>>>>>
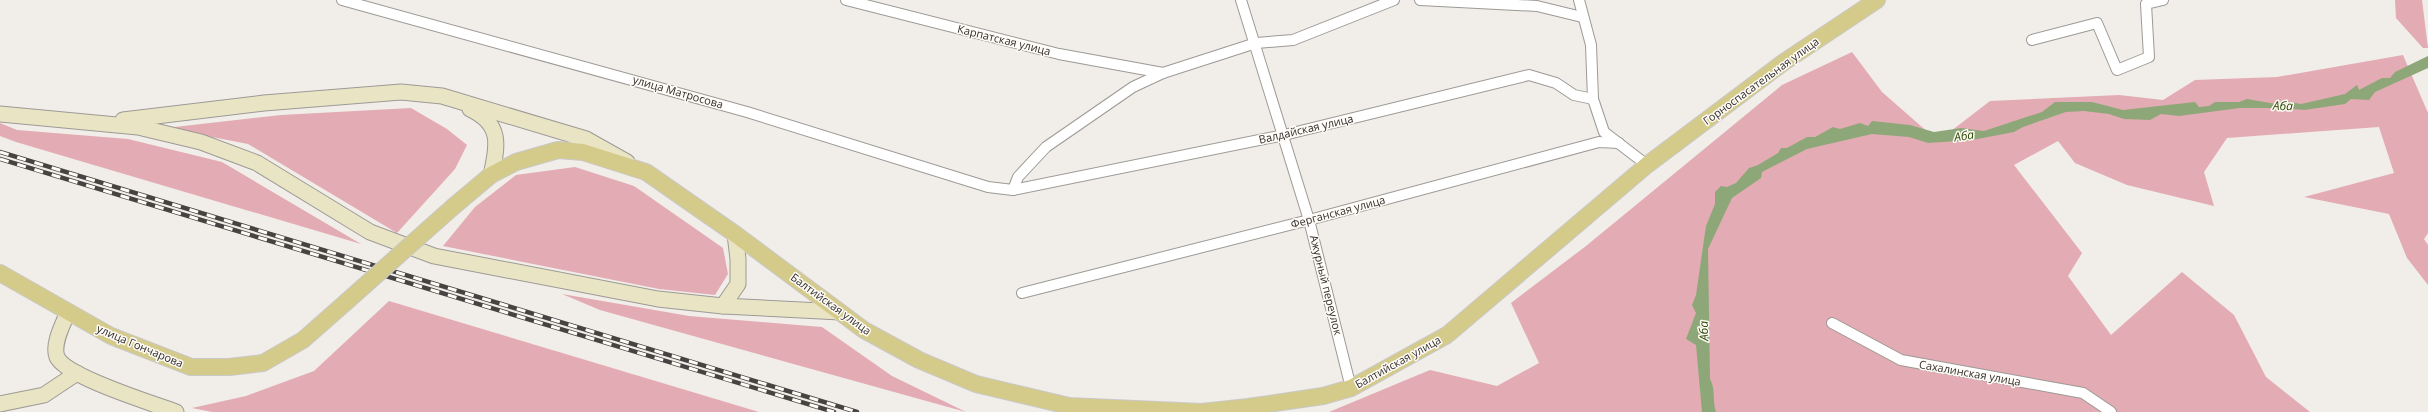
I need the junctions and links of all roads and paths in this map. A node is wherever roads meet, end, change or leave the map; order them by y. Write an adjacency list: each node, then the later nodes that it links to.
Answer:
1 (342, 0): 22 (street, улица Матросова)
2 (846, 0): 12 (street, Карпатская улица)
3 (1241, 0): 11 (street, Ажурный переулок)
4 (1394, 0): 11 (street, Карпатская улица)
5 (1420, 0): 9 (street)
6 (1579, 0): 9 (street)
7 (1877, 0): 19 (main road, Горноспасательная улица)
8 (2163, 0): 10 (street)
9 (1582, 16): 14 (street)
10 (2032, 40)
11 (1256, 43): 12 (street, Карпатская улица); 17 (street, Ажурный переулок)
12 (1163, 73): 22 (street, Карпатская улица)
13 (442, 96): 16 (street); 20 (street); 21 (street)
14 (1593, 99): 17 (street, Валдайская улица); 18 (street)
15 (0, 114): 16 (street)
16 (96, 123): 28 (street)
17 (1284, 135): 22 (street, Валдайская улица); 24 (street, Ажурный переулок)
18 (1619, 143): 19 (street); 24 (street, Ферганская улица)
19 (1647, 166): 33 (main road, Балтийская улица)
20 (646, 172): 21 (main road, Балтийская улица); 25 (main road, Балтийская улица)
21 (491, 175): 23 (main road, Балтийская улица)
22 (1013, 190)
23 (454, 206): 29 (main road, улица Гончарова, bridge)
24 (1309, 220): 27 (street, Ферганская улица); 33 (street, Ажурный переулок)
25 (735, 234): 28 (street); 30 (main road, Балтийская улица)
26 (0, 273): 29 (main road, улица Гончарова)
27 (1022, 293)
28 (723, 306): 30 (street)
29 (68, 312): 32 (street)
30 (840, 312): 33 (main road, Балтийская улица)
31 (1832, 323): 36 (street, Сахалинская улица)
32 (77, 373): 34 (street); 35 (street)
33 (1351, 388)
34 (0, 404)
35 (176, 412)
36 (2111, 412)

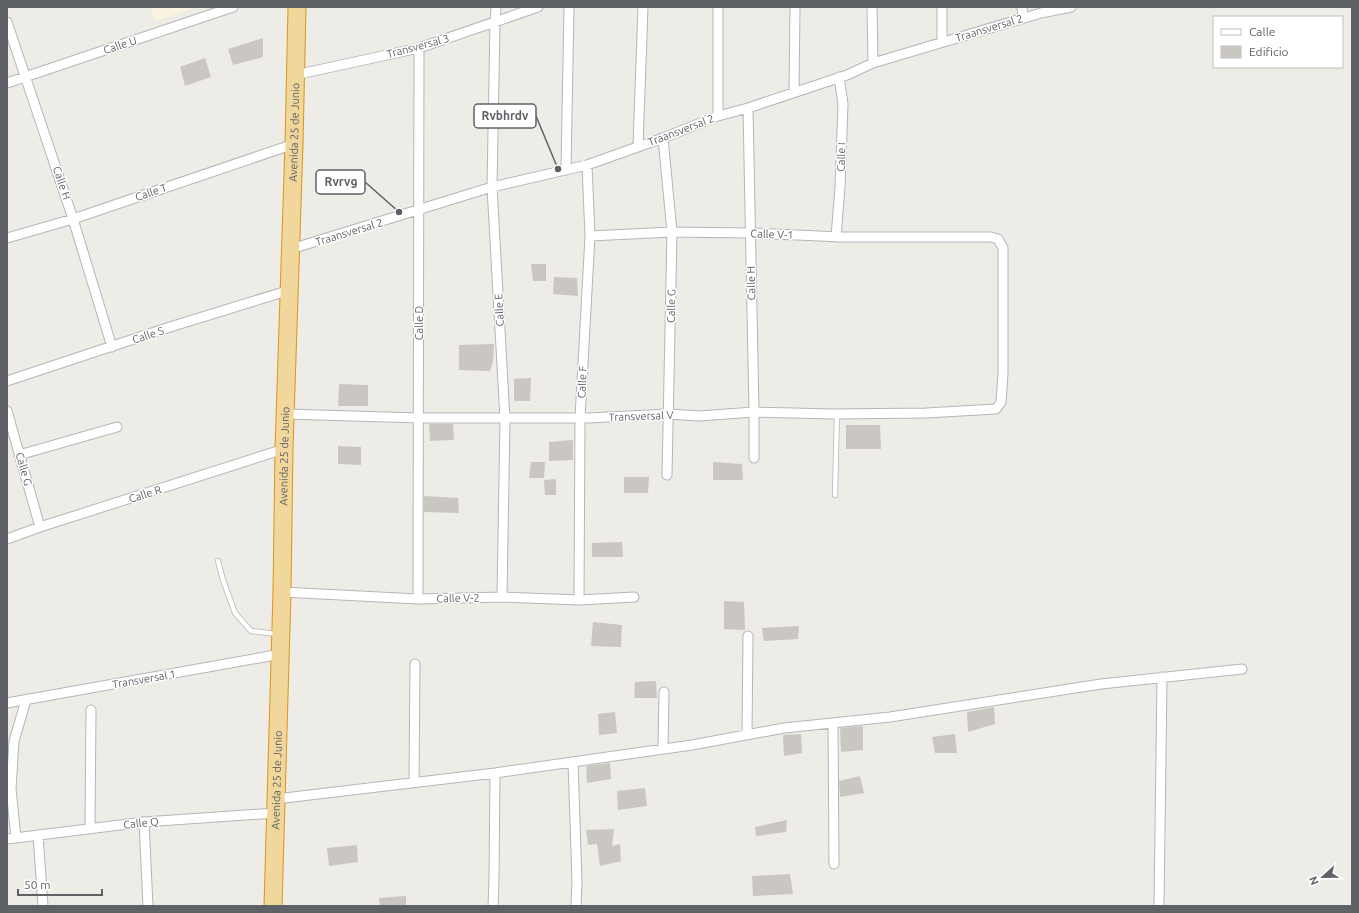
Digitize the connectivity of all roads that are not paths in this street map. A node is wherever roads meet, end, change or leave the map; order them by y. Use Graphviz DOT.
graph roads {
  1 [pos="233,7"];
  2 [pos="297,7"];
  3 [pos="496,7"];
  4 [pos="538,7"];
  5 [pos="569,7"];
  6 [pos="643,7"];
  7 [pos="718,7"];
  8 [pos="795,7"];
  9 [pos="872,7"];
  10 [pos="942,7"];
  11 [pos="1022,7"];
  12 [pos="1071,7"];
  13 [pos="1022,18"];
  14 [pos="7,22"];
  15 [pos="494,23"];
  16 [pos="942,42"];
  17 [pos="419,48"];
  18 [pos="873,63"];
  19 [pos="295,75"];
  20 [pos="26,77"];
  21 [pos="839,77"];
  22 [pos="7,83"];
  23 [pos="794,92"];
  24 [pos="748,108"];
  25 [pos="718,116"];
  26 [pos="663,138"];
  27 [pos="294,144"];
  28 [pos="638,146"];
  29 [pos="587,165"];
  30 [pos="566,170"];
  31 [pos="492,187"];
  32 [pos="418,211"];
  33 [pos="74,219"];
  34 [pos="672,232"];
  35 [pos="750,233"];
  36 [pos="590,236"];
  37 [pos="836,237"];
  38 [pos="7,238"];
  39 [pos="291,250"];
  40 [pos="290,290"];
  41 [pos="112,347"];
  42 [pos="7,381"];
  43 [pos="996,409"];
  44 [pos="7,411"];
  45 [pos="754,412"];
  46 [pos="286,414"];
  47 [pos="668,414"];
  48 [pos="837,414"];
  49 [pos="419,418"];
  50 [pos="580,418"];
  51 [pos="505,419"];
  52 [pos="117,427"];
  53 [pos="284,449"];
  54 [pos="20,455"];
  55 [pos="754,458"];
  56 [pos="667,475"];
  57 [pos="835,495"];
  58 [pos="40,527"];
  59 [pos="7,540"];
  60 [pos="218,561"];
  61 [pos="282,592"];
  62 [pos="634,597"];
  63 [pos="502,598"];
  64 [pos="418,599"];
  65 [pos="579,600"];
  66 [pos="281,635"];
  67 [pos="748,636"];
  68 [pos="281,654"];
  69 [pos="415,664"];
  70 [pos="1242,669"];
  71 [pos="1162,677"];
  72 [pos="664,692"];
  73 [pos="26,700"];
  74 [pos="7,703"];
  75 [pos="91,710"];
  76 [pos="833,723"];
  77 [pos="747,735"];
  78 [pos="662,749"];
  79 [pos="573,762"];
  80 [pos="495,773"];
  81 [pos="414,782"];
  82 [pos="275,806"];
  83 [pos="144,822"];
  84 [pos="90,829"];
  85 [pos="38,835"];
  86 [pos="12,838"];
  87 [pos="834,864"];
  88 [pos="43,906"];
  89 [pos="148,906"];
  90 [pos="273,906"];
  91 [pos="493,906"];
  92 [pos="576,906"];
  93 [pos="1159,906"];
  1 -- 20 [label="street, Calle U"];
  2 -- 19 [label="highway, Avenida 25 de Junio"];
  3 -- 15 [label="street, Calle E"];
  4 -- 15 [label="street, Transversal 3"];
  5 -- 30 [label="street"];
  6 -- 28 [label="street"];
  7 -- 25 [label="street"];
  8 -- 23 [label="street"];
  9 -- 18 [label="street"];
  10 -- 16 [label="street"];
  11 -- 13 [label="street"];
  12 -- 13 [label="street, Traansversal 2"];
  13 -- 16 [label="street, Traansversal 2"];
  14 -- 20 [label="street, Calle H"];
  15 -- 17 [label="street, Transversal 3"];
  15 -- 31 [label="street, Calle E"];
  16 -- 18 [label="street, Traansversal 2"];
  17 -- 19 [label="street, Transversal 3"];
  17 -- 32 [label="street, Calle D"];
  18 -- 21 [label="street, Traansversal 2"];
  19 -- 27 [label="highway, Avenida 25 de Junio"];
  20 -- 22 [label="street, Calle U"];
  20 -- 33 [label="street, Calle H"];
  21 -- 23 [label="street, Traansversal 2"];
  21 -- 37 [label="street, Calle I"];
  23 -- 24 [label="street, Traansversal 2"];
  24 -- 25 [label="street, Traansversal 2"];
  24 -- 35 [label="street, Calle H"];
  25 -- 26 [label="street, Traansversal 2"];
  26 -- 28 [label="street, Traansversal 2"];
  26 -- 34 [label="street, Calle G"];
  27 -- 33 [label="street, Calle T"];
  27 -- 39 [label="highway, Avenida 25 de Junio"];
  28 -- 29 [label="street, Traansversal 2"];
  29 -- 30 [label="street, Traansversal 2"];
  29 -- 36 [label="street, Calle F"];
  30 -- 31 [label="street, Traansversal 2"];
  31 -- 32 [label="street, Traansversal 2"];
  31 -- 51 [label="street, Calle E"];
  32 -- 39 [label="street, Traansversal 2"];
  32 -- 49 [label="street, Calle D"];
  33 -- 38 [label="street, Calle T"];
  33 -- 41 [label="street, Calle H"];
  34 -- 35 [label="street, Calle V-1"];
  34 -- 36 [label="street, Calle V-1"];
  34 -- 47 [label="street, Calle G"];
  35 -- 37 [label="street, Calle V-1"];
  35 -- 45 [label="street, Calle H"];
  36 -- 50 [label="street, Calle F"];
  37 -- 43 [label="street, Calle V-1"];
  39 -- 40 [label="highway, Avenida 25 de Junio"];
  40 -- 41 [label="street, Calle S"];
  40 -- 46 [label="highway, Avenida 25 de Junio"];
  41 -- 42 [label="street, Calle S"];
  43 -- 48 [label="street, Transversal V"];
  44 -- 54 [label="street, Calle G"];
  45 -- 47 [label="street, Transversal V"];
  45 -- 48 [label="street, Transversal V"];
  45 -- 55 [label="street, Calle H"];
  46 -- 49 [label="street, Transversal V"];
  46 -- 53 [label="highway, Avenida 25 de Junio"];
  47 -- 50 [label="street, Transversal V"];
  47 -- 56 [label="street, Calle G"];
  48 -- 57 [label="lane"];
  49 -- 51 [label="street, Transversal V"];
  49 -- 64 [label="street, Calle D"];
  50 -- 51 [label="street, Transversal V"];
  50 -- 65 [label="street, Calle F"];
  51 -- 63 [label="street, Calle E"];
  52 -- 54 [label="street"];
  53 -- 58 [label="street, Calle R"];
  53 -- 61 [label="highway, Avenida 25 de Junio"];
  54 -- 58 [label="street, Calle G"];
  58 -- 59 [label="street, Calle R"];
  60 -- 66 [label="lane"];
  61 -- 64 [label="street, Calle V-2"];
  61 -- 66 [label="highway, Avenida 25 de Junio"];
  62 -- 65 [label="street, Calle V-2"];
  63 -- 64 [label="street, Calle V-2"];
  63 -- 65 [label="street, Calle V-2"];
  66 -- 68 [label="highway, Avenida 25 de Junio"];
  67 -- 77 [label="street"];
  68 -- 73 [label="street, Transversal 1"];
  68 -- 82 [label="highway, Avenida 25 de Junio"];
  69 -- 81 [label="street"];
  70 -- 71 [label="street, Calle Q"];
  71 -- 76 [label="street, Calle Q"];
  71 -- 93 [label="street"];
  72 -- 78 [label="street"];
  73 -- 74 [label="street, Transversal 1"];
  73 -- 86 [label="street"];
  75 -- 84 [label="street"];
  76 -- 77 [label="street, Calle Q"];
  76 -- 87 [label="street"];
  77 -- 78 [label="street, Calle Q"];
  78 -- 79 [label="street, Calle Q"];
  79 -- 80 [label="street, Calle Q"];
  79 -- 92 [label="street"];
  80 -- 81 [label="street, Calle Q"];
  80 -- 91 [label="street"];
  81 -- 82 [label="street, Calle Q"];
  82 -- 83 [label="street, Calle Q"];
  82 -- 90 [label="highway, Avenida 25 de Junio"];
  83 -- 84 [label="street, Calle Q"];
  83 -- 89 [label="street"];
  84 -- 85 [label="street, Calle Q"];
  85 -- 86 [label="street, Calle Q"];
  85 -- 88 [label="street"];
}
<<<<<
## Assignment
Copy out all lines of the material above in which "leave" occurs.

## Finished task
I need the junctions and links of all roads and paths in this map. A node is wherever roads meet, end, change or leave the map; order them by y. Write an adjacency list: each node, then the later nodes that it links to.
Digitize the connectivity of all roads that are not paths in this street map. A node is wherever roads meet, end, change or leave the map; order them by y. Use Graphviz DOT.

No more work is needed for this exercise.